_Records provided_:
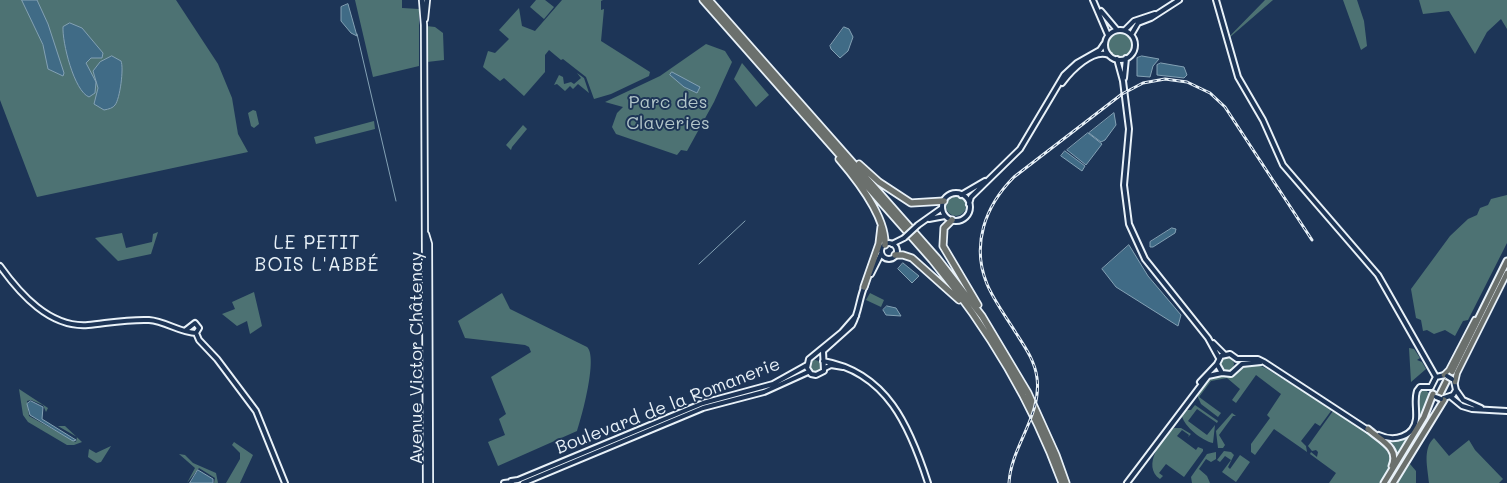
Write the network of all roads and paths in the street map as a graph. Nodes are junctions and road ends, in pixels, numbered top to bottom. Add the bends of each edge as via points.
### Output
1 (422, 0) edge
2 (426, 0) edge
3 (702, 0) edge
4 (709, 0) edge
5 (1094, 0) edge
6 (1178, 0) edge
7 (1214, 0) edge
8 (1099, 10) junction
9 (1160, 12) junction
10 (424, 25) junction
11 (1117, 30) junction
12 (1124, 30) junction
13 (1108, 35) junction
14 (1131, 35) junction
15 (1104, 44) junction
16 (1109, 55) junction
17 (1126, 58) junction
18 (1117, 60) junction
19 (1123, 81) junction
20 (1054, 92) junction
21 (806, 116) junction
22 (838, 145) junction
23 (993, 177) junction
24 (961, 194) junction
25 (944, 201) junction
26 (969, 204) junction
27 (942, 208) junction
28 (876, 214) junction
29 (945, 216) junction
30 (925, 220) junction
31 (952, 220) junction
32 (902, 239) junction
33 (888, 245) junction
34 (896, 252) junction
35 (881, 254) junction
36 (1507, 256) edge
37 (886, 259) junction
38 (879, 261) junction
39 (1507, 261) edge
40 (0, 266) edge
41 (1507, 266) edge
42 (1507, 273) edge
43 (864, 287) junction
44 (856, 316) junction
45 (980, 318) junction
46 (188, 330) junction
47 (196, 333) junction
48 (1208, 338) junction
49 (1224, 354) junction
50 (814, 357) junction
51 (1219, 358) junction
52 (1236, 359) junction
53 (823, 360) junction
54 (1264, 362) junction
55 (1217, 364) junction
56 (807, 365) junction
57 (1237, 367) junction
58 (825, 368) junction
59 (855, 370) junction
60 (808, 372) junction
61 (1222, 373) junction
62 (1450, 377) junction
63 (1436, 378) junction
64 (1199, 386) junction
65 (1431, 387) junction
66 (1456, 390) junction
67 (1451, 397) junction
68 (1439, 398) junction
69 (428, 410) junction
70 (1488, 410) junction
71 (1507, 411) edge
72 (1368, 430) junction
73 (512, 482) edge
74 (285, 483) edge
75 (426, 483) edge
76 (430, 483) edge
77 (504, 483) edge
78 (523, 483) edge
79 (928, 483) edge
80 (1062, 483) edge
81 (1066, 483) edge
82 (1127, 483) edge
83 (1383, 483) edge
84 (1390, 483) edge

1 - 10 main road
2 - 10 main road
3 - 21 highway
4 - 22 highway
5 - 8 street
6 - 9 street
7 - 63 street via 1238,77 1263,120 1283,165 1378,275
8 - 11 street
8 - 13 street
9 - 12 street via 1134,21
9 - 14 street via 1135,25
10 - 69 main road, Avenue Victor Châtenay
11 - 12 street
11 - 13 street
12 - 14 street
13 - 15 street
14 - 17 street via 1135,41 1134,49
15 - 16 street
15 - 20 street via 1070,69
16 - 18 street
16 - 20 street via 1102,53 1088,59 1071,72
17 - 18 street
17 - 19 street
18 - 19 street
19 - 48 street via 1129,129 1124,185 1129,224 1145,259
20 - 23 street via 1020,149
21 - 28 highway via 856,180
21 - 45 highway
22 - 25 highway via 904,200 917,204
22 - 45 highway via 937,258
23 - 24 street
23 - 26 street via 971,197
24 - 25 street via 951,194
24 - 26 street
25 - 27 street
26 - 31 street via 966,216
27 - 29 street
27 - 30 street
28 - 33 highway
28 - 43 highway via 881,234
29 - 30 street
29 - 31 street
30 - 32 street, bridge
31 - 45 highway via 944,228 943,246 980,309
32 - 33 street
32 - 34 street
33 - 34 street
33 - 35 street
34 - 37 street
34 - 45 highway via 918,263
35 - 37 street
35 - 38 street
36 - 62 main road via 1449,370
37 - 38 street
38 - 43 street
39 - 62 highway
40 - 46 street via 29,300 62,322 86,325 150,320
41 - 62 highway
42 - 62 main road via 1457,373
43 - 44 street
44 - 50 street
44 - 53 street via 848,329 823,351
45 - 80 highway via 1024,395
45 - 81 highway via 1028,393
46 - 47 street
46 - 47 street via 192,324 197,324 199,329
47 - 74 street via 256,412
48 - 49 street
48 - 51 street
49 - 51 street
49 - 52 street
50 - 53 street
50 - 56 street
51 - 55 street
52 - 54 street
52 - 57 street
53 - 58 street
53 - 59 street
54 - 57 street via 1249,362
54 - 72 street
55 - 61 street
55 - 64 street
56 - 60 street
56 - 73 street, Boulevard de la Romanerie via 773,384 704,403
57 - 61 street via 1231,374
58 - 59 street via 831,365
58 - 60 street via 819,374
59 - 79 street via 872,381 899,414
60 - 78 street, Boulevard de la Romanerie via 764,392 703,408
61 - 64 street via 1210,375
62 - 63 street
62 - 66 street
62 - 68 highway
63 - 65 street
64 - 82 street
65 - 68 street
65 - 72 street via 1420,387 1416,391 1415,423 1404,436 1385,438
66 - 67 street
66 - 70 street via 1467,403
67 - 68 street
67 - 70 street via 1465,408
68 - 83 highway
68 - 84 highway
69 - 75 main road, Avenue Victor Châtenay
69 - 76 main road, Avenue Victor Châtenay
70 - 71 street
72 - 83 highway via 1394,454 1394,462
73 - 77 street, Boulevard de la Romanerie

_Exercise_:
Wherever the string "main" appears in the records, copy the whole line.

_Expected answer_:
1 - 10 main road
2 - 10 main road
10 - 69 main road, Avenue Victor Châtenay
36 - 62 main road via 1449,370
42 - 62 main road via 1457,373
69 - 75 main road, Avenue Victor Châtenay
69 - 76 main road, Avenue Victor Châtenay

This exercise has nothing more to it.